→ Work item
Among the entries that follow, how many lines contain the string "MACHADO"? Write the number alone.

[Extracted material — start]

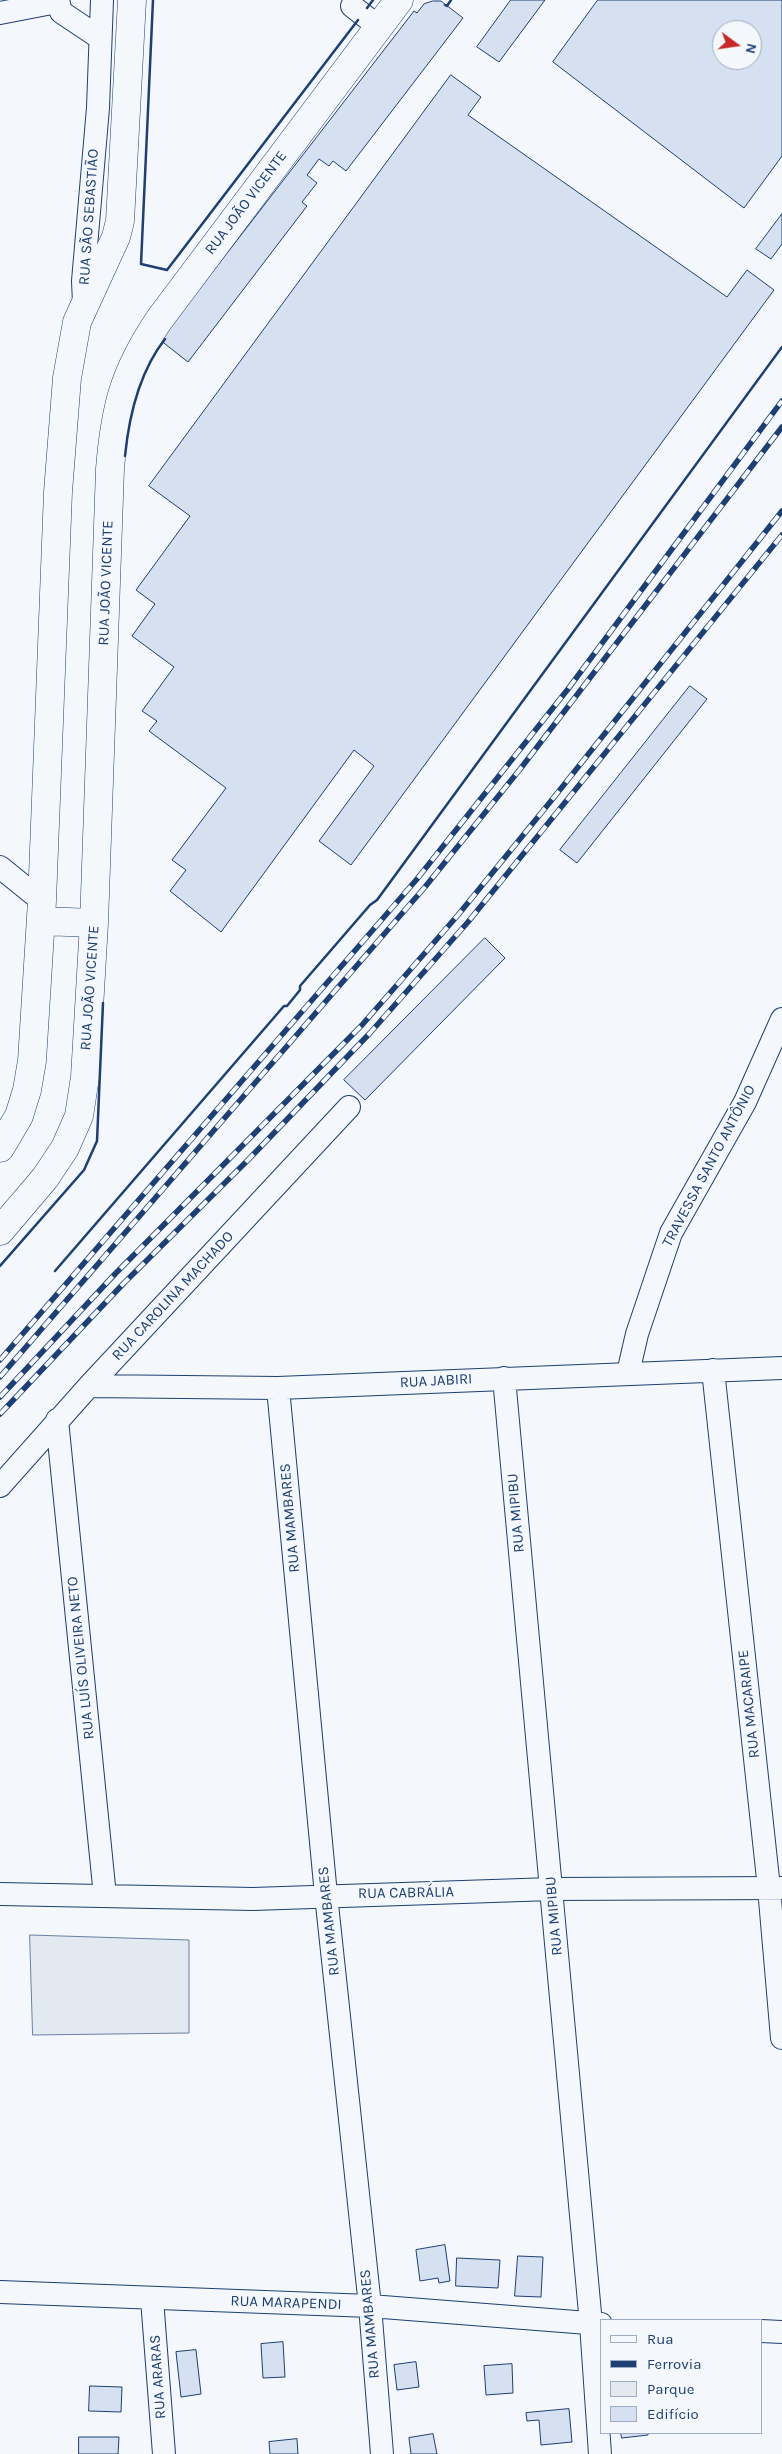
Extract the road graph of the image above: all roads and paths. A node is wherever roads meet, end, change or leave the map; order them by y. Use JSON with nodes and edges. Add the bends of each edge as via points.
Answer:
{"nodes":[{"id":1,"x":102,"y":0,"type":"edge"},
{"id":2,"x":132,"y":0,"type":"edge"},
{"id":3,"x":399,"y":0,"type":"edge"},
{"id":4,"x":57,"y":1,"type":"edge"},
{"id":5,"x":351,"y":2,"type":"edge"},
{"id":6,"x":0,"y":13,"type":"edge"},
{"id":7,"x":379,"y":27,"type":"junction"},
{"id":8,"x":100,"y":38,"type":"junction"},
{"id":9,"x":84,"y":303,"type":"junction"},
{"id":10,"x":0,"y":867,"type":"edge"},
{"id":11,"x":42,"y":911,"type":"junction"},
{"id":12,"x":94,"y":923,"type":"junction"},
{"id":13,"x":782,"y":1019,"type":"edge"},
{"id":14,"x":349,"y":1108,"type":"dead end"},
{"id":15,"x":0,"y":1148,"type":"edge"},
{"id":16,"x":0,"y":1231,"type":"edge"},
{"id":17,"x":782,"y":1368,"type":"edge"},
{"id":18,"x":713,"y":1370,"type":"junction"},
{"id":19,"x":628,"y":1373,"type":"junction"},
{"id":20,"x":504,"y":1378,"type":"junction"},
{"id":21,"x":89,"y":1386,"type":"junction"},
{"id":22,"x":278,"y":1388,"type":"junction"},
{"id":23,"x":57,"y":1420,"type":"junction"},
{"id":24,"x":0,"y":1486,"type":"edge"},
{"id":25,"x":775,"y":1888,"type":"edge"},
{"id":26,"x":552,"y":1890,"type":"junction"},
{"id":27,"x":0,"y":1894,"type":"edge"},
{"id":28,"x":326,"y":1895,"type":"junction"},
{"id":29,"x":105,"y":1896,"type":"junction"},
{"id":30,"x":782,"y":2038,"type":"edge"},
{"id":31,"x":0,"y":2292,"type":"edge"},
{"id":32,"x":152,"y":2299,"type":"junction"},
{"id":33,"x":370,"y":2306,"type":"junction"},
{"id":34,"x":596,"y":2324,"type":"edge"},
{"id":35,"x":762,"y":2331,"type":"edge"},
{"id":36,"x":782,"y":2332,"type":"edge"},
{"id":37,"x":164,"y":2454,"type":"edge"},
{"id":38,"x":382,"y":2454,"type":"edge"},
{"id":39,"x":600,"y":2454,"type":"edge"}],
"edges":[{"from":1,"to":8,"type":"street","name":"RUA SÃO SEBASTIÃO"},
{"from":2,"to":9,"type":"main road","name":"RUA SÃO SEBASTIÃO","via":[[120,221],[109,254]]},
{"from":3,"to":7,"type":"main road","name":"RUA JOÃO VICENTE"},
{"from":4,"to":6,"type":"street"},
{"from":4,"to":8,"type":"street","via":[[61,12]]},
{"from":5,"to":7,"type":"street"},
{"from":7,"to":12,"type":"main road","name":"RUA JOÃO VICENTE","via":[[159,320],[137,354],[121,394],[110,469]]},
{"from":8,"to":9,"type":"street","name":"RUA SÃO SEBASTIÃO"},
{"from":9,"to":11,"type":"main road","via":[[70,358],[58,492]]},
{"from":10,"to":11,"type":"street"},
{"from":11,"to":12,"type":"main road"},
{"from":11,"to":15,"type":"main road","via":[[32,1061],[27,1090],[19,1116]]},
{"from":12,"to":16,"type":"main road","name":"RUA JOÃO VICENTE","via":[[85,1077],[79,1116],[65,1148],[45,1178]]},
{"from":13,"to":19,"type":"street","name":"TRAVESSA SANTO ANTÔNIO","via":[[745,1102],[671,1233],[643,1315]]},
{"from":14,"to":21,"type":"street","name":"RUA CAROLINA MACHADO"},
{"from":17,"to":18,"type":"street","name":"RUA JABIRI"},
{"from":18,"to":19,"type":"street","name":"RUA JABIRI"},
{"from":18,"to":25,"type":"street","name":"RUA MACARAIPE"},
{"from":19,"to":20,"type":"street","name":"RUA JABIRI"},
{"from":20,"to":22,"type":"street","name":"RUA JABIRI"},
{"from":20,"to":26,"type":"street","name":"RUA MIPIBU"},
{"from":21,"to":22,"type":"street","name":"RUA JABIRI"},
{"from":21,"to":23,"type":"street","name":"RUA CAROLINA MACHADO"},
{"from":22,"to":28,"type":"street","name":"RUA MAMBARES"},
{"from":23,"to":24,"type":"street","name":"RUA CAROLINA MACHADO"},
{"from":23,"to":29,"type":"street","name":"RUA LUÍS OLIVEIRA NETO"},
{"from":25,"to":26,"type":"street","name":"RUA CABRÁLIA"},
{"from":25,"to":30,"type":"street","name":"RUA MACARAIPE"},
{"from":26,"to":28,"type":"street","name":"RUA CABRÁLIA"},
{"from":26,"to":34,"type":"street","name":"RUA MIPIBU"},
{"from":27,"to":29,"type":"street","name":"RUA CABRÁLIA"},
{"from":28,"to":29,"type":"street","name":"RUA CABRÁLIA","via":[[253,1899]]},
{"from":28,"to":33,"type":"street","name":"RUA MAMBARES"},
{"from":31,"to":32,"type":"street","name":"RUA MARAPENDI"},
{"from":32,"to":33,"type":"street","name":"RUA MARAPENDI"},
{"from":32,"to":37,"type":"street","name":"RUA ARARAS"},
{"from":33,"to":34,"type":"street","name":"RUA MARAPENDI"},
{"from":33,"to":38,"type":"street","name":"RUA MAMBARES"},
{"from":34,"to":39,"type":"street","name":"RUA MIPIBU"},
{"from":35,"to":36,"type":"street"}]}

[Extracted material — finish]
[Extracted material — start]

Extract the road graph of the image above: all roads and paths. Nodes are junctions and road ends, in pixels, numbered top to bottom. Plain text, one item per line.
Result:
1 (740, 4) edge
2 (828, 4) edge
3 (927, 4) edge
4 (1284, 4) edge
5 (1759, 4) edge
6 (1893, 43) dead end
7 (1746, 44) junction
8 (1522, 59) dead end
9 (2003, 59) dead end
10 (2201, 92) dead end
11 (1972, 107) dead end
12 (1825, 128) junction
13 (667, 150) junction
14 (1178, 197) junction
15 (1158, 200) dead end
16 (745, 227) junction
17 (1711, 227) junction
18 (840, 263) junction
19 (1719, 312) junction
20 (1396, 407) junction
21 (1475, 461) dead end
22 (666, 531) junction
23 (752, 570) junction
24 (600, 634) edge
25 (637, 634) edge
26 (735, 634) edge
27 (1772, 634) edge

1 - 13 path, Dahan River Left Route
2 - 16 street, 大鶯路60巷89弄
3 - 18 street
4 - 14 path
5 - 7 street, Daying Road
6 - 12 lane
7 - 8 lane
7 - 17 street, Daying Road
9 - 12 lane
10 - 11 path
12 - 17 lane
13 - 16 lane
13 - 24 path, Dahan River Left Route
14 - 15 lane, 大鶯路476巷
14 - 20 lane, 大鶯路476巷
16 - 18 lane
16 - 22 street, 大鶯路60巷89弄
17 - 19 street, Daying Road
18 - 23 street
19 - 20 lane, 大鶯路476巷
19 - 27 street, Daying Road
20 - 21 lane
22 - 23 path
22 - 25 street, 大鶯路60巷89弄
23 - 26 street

[Extracted material — finish]

→ Solution to this problem
3